Task requirements: Reproduce every line in the listing that contains the word "FRANCO".

-- Opening Marker --

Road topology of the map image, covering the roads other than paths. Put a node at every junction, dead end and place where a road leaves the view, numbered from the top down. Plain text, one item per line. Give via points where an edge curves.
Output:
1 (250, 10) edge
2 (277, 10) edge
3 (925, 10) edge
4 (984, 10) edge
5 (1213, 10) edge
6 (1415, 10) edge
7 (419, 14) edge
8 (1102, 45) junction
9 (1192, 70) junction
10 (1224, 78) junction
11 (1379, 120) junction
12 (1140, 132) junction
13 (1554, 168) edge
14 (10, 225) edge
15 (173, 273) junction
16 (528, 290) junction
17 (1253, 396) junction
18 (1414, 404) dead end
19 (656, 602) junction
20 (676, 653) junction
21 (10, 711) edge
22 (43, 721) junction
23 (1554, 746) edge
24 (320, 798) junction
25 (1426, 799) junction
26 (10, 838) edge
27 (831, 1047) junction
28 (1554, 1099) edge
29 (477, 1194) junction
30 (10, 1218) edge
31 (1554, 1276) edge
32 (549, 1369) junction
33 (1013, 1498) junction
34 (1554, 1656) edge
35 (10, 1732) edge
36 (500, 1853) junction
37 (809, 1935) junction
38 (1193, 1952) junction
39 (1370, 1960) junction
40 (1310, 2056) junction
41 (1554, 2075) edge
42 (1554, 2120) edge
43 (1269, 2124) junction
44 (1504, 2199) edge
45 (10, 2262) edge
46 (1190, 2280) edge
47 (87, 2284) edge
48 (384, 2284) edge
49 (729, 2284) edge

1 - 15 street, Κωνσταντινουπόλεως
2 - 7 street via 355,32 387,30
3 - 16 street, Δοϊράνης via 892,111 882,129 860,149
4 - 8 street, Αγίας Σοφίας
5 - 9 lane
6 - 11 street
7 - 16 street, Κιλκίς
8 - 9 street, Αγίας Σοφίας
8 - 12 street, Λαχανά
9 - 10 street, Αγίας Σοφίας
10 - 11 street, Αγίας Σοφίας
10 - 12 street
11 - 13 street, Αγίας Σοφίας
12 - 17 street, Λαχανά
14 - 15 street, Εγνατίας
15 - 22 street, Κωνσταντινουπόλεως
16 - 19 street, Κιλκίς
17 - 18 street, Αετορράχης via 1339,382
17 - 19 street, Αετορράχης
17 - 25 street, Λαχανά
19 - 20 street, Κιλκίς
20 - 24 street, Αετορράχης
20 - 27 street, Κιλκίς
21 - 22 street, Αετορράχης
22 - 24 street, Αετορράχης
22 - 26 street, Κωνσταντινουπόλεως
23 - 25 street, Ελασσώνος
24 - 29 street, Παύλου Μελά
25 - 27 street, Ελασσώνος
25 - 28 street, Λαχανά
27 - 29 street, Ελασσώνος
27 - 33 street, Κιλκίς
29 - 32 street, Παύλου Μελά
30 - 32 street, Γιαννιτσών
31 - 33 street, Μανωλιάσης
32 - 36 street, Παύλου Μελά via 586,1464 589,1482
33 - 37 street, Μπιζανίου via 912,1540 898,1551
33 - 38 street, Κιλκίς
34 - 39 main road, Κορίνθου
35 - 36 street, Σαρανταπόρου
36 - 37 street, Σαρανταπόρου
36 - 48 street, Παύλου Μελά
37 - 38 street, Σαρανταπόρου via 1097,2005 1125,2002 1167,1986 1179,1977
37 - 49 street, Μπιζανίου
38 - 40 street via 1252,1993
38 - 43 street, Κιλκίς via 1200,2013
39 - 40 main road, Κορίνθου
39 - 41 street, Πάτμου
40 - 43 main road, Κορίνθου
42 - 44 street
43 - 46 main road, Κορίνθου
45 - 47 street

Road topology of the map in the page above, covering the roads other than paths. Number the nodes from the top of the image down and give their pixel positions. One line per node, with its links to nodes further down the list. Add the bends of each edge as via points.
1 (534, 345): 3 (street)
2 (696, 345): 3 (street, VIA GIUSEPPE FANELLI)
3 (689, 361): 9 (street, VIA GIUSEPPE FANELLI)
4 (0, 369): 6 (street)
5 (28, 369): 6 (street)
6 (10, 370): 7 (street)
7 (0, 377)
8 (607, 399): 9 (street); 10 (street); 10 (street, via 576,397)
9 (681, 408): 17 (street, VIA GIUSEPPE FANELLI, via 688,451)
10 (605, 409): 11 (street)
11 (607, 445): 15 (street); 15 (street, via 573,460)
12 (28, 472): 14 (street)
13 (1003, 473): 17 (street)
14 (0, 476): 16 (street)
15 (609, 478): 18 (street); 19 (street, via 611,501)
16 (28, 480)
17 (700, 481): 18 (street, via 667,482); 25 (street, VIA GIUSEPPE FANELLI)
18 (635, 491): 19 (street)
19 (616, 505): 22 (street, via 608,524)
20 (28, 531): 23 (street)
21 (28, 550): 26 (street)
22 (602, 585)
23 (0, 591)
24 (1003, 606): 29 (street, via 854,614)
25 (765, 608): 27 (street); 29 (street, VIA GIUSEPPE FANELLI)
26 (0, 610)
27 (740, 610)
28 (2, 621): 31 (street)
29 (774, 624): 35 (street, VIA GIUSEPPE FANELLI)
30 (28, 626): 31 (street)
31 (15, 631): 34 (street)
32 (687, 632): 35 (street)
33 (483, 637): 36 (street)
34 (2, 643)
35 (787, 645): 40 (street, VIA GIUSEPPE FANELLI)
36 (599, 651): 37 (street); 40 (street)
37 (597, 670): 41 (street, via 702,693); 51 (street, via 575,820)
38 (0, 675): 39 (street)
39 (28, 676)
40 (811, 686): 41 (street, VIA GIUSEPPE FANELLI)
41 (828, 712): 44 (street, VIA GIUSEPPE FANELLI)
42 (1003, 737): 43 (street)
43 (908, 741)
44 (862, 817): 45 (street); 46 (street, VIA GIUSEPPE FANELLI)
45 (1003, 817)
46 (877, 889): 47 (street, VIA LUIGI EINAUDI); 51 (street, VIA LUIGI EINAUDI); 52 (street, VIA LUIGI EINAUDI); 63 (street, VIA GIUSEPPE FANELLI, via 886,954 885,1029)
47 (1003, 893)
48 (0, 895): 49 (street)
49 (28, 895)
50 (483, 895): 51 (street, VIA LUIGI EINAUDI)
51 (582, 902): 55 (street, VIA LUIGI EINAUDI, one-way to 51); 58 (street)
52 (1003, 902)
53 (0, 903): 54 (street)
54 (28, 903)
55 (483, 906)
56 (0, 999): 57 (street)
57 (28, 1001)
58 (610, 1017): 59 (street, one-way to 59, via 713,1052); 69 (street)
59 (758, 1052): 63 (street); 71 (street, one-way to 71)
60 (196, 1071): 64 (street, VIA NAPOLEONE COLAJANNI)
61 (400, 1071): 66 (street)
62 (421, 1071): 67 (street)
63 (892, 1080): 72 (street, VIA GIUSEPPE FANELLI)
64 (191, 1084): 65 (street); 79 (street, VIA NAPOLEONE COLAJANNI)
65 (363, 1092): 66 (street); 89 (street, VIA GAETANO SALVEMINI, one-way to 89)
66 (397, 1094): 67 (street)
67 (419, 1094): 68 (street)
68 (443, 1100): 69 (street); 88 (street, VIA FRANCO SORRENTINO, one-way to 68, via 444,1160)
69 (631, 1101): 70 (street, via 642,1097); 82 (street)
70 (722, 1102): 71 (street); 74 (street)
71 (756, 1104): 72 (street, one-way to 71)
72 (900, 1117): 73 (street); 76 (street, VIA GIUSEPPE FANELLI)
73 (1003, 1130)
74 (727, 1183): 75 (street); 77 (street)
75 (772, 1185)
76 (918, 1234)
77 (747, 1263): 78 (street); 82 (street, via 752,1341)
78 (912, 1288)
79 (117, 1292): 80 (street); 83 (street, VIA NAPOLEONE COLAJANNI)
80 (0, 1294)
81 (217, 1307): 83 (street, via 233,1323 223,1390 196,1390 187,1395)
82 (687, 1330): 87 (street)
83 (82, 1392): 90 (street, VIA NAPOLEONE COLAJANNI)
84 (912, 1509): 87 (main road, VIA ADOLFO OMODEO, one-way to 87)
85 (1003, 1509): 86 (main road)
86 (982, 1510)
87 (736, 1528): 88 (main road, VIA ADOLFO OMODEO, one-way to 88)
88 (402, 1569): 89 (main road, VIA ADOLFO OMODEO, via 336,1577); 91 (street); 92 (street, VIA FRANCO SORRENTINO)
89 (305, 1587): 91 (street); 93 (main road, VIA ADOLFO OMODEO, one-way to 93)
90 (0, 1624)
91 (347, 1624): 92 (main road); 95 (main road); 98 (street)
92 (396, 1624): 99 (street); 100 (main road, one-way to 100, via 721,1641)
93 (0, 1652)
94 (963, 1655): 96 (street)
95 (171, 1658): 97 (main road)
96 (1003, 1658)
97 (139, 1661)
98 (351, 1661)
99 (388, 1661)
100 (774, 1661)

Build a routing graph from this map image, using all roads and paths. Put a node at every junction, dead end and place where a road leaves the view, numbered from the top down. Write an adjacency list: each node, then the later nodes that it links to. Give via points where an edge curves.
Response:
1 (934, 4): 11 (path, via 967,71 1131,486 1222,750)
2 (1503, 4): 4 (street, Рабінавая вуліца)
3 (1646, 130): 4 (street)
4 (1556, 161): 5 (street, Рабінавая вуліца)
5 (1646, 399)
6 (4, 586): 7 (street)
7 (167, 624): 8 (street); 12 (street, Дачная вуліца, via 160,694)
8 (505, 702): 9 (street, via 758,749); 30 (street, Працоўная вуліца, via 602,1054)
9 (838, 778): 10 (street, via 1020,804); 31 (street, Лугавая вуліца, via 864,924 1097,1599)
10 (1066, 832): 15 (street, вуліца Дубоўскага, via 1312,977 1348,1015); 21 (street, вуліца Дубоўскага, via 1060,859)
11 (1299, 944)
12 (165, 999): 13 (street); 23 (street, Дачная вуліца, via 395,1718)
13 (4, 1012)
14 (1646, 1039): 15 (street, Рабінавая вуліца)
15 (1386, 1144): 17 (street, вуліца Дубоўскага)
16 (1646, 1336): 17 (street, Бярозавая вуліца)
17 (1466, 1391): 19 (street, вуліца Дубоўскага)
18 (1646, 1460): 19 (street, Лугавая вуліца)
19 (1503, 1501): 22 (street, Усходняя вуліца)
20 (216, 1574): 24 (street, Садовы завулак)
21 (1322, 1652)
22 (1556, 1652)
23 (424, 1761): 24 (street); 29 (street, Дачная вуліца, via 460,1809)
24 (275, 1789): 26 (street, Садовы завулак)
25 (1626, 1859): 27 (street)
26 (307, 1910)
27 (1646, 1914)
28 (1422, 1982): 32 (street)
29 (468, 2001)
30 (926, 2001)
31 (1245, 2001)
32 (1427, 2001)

-- Closing Marker --

Response to this exercise:
68 (443, 1100): 69 (street); 88 (street, VIA FRANCO SORRENTINO, one-way to 68, via 444,1160)
88 (402, 1569): 89 (main road, VIA ADOLFO OMODEO, via 336,1577); 91 (street); 92 (street, VIA FRANCO SORRENTINO)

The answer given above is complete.